[[ RECORDS FOR THIS EXERCISE, beginning ]]

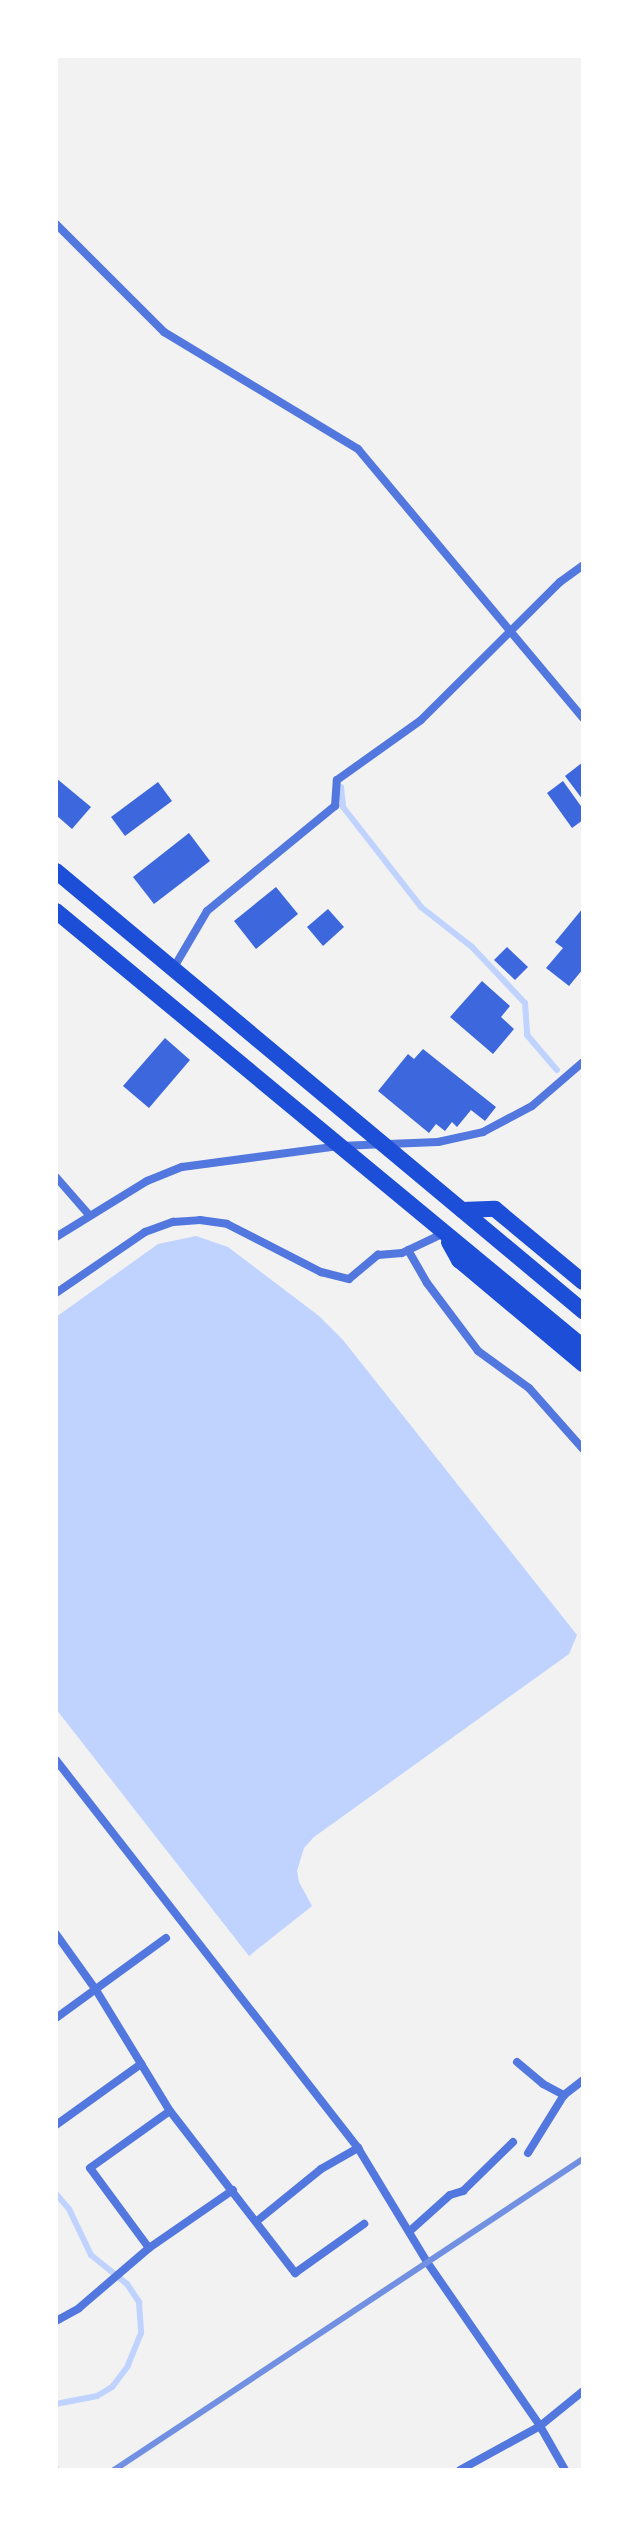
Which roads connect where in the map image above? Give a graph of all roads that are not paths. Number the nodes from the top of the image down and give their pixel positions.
1 (58, 230) edge
2 (583, 565) edge
3 (512, 632) junction
4 (583, 718) edge
5 (56, 871) edge
6 (56, 911) edge
7 (173, 969) junction
8 (583, 1062) edge
9 (384, 1144) junction
10 (339, 1146) junction
11 (56, 1177) edge
12 (462, 1210) junction
13 (89, 1215) junction
14 (445, 1233) junction
15 (56, 1237) edge
16 (408, 1250) junction
17 (583, 1282) edge
18 (56, 1293) edge
19 (583, 1311) edge
20 (583, 1347) edge
21 (583, 1364) edge
22 (583, 1449) edge
23 (56, 1760) edge
24 (56, 1934) edge
25 (166, 1938) dead end
26 (96, 1990) junction
27 (56, 2018) edge
28 (517, 2062) dead end
29 (141, 2064) junction
30 (583, 2080) edge
31 (564, 2095) junction
32 (170, 2111) junction
33 (56, 2125) edge
34 (513, 2142) dead end
35 (358, 2148) junction
36 (528, 2153) dead end
37 (233, 2190) junction
38 (257, 2221) junction
39 (364, 2224) dead end
40 (411, 2230) junction
41 (149, 2248) junction
42 (56, 2321) edge
43 (583, 2391) edge
44 (540, 2426) junction
45 (460, 2470) edge
46 (565, 2470) edge

1 - 3 street
2 - 3 street
3 - 4 street
3 - 7 street
5 - 7 highway
6 - 10 highway
7 - 9 highway
8 - 9 street
9 - 10 street
9 - 12 highway
10 - 13 street
10 - 14 highway
11 - 13 street
12 - 17 highway
12 - 19 highway
13 - 15 street
14 - 16 street
14 - 20 highway
14 - 21 highway
16 - 18 street
16 - 22 street
23 - 35 street
24 - 26 street
25 - 26 street
26 - 27 street
26 - 29 street
28 - 31 street
29 - 32 street
29 - 33 street
30 - 31 street
31 - 36 street
32 - 37 street
32 - 41 street
34 - 40 street
35 - 38 street
35 - 40 street
37 - 38 street
37 - 41 street
38 - 39 street
40 - 44 street
41 - 42 street
43 - 44 street
44 - 45 street
44 - 46 street

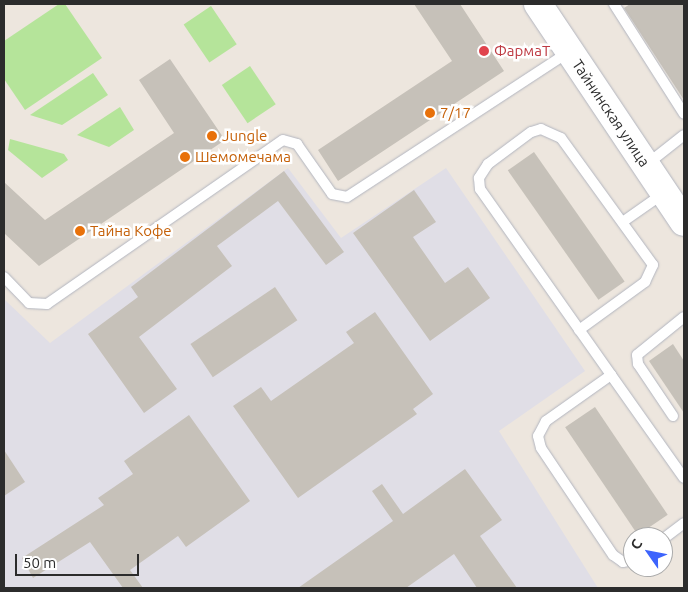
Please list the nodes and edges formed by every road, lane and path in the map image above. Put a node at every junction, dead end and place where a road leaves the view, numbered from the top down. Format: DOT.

[[ RECORDS FOR THIS EXERCISE, end ]]

AIM OF THE EXERCISE:
Reproduce the records in full, exactly as they appear, and show none of the pictures.

EXPECTED OUTPUT:
Which roads connect where in the map image above? Give a graph of all roads that are not paths. Number the nodes from the top of the image down and give their pixel positions.
1 (58, 230) edge
2 (583, 565) edge
3 (512, 632) junction
4 (583, 718) edge
5 (56, 871) edge
6 (56, 911) edge
7 (173, 969) junction
8 (583, 1062) edge
9 (384, 1144) junction
10 (339, 1146) junction
11 (56, 1177) edge
12 (462, 1210) junction
13 (89, 1215) junction
14 (445, 1233) junction
15 (56, 1237) edge
16 (408, 1250) junction
17 (583, 1282) edge
18 (56, 1293) edge
19 (583, 1311) edge
20 (583, 1347) edge
21 (583, 1364) edge
22 (583, 1449) edge
23 (56, 1760) edge
24 (56, 1934) edge
25 (166, 1938) dead end
26 (96, 1990) junction
27 (56, 2018) edge
28 (517, 2062) dead end
29 (141, 2064) junction
30 (583, 2080) edge
31 (564, 2095) junction
32 (170, 2111) junction
33 (56, 2125) edge
34 (513, 2142) dead end
35 (358, 2148) junction
36 (528, 2153) dead end
37 (233, 2190) junction
38 (257, 2221) junction
39 (364, 2224) dead end
40 (411, 2230) junction
41 (149, 2248) junction
42 (56, 2321) edge
43 (583, 2391) edge
44 (540, 2426) junction
45 (460, 2470) edge
46 (565, 2470) edge

1 - 3 street
2 - 3 street
3 - 4 street
3 - 7 street
5 - 7 highway
6 - 10 highway
7 - 9 highway
8 - 9 street
9 - 10 street
9 - 12 highway
10 - 13 street
10 - 14 highway
11 - 13 street
12 - 17 highway
12 - 19 highway
13 - 15 street
14 - 16 street
14 - 20 highway
14 - 21 highway
16 - 18 street
16 - 22 street
23 - 35 street
24 - 26 street
25 - 26 street
26 - 27 street
26 - 29 street
28 - 31 street
29 - 32 street
29 - 33 street
30 - 31 street
31 - 36 street
32 - 37 street
32 - 41 street
34 - 40 street
35 - 38 street
35 - 40 street
37 - 38 street
37 - 41 street
38 - 39 street
40 - 44 street
41 - 42 street
43 - 44 street
44 - 45 street
44 - 46 street

Please list the nodes and edges formed by every road, lane and path in the map image above. Put a node at every junction, dead end and place where a road leaves the view, numbered from the top down. Format: DOT.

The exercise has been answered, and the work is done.